The respiratory pathogen nontypeable Haemophilus influenzae (NTHi) is the most common cause of exacerbation of chronic obstructive pulmonary disease (COPD), of which an excessive inflammatory response is a hallmark. With the limited success of current medicines there is an urgent need for the development of novel therapeutics that are both safe and effective. In this study, we explored the regulatory potential of pomegranate-derived peptides Pug-1, Pug-2, Pug-3, and Pug-4 on NTHi-induced inflammation.

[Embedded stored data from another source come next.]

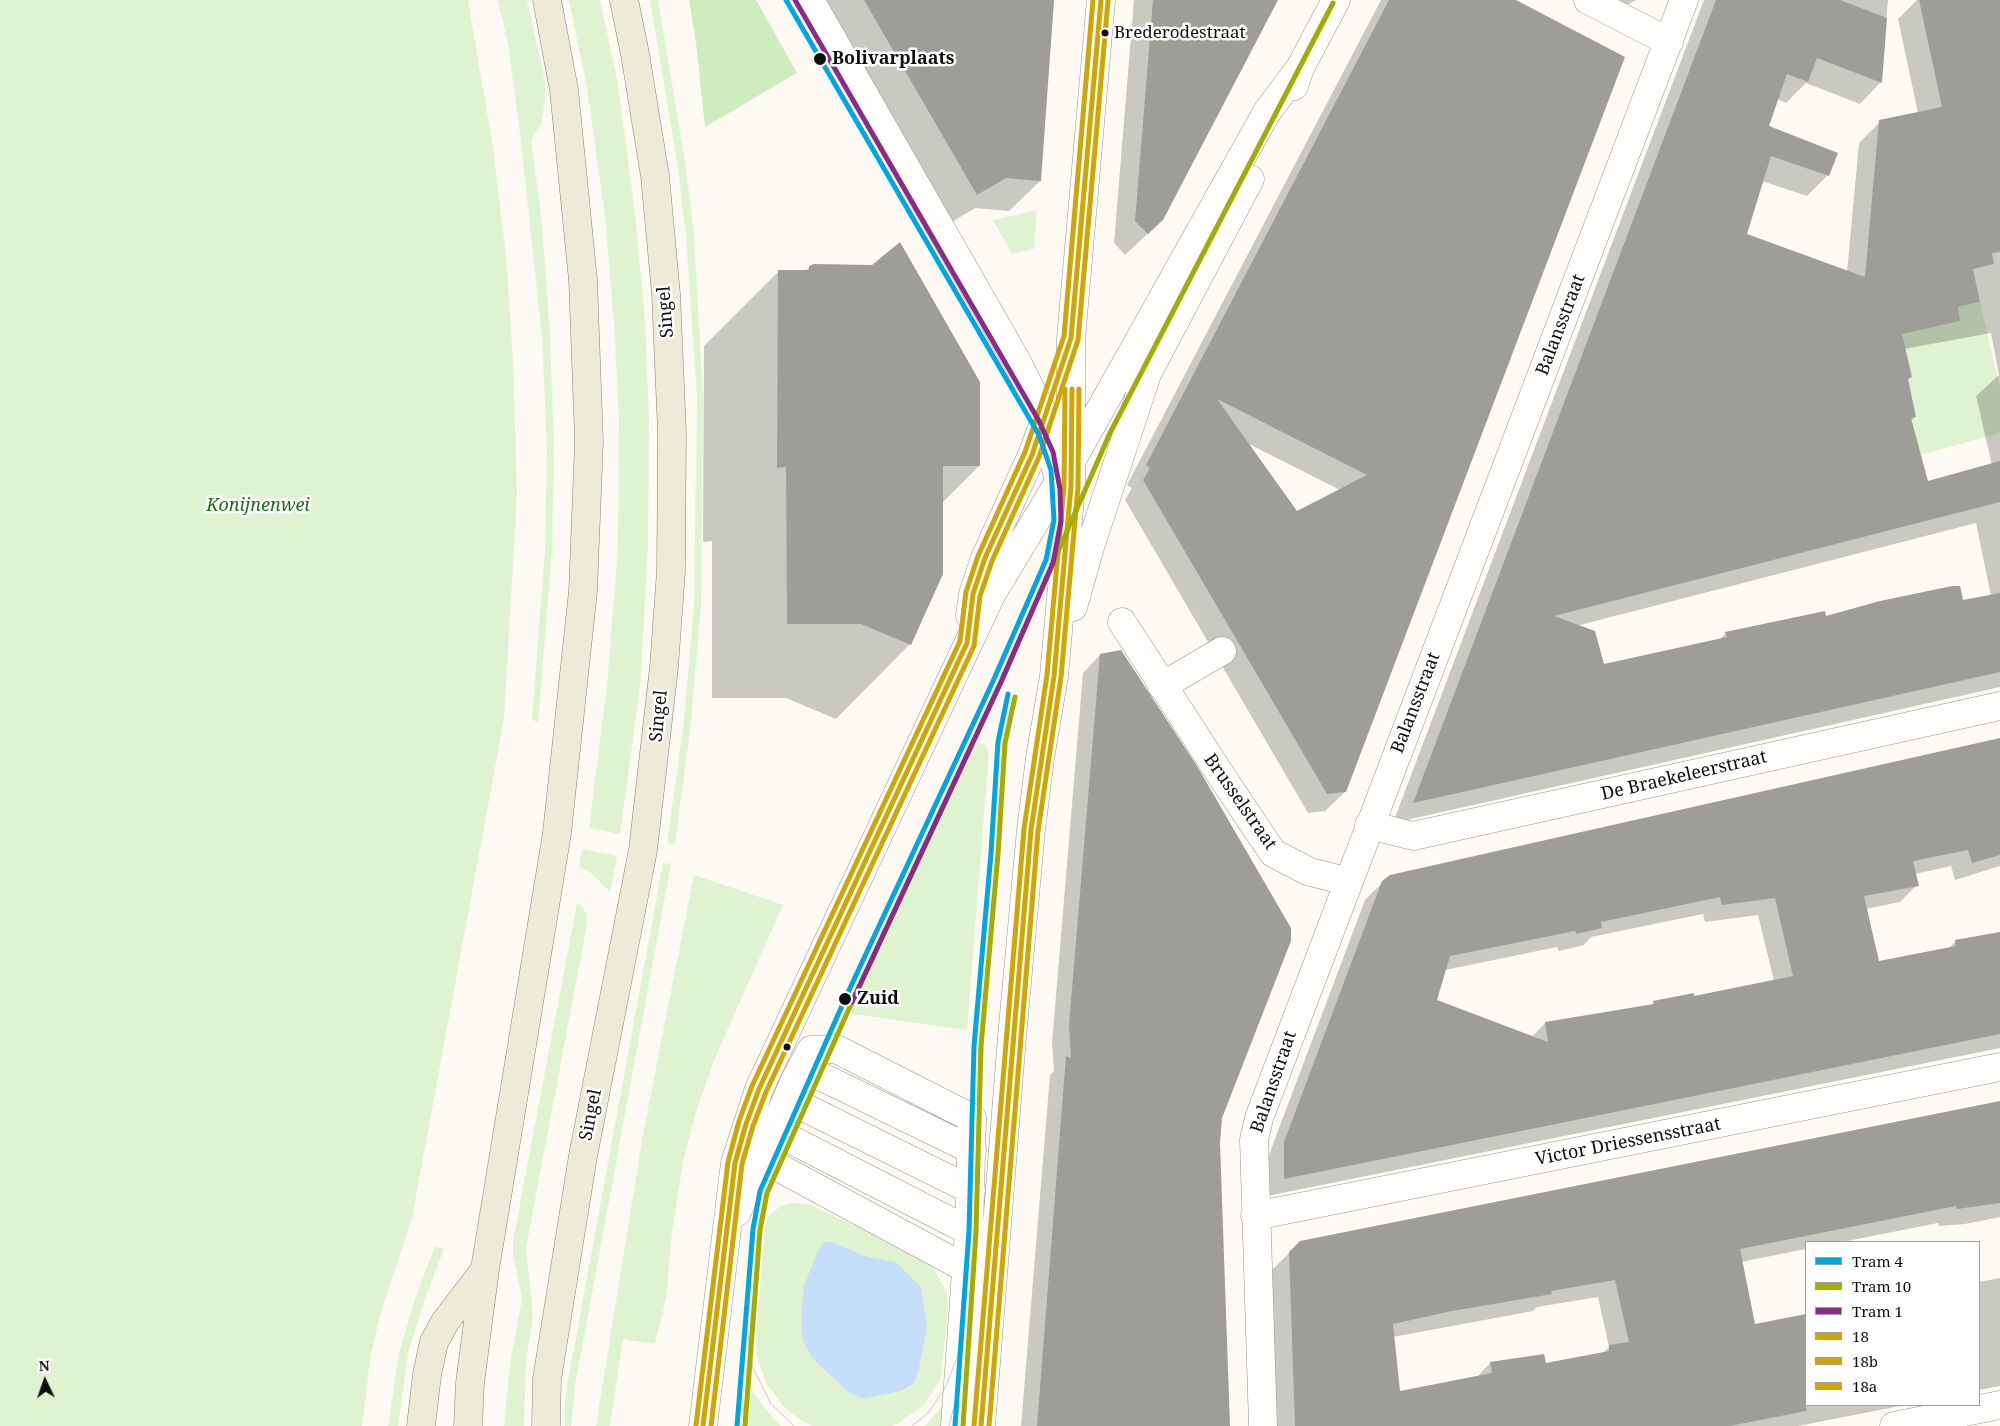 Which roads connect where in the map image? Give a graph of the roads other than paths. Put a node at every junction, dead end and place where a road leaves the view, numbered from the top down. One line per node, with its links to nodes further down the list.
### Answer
1 (547, 0): 30 (main road)
2 (624, 0): 35 (main road, Singel)
3 (810, 0): 11 (street)
4 (1101, 0): 10 (street)
5 (1336, 0): 9 (street)
6 (1588, 0): 8 (street)
7 (1684, 0): 8 (street, Balansstraat)
8 (1669, 42): 19 (street, Balansstraat)
9 (1300, 68): 12 (street); 16 (street)
10 (1071, 338): 11 (street); 12 (street)
11 (1046, 417): 12 (street); 14 (street)
12 (1066, 470): 14 (street); 16 (street)
13 (1122, 622): 17 (street, Brusselstraat)
14 (967, 643): 28 (street)
15 (1222, 651): 17 (street)
16 (1054, 676): 37 (street)
17 (1162, 686): 20 (street, Brusselstraat)
18 (2000, 706): 19 (street, De Braekeleerstraat)
19 (1369, 825): 20 (street, Balansstraat)
20 (1347, 881): 26 (street, Balansstraat)
21 (2000, 1068): 26 (street, Victor Driessensstraat)
22 (783, 1108): 23 (street); 25 (street); 25 (street)
23 (770, 1139): 24 (street); 27 (street)
24 (757, 1167): 28 (street); 29 (street)
25 (971, 1190): 27 (street)
26 (1255, 1216): 38 (street, Balansstraat)
27 (969, 1231): 29 (street)
28 (724, 1241): 32 (street)
29 (967, 1269): 36 (street)
30 (485, 1270): 33 (main road); 34 (main road)
31 (2000, 1405): 39 (street)
32 (702, 1425)
33 (421, 1426)
34 (468, 1426)
35 (546, 1426)
36 (955, 1426)
37 (981, 1426)
38 (1263, 1426)
39 (1894, 1426)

Our results clearly showed that to varying degrees the Pug peptides inhibited NTHi-induced production of IL-1β, a pivotal cytokine in COPD, and showed that these effects were not related to cytotoxicity. Pug-4 peptide exhibited the most potent inhibitory activity. This was demonstrated in all studied cell types including murine (RAW264.7) and human (differentiated THP-1) macrophages as well as human lung epithelial cells (A549). Substantial reduction by Pug-4 of TNF-α, NO and PGE2 in NTHi-infected A549 cells was also observed. In addition, Pug-4 strongly inhibited the expression of nuclear-NF-κB p65 protein and the NF-κB target genes (determined by IL-1β, TNF-α, iNOS and COX-2 mRNA expression) in NTHi-infected A549 cells. Pug-4 suppressed the expression of NLRP3 and pro-IL-1β proteins and inhibited NTHi-mediated cleavage of caspase-1 and mature IL-1β. These results demonstrated that Pug-4 inhibited NTHi-induced inflammation through the NF-κB signaling and NLRP3 inflammasome activation. Our findings herein highlight the significant anti-inflammatory activity of Pug-4, a newly identified peptide from pomegranate, against NTHi-induced inflammation. We therefore strongly suggest the potential of the Pug-4 peptide as an anti-inflammatory medicine candidate for treatment of NTHi-mediated inflammation.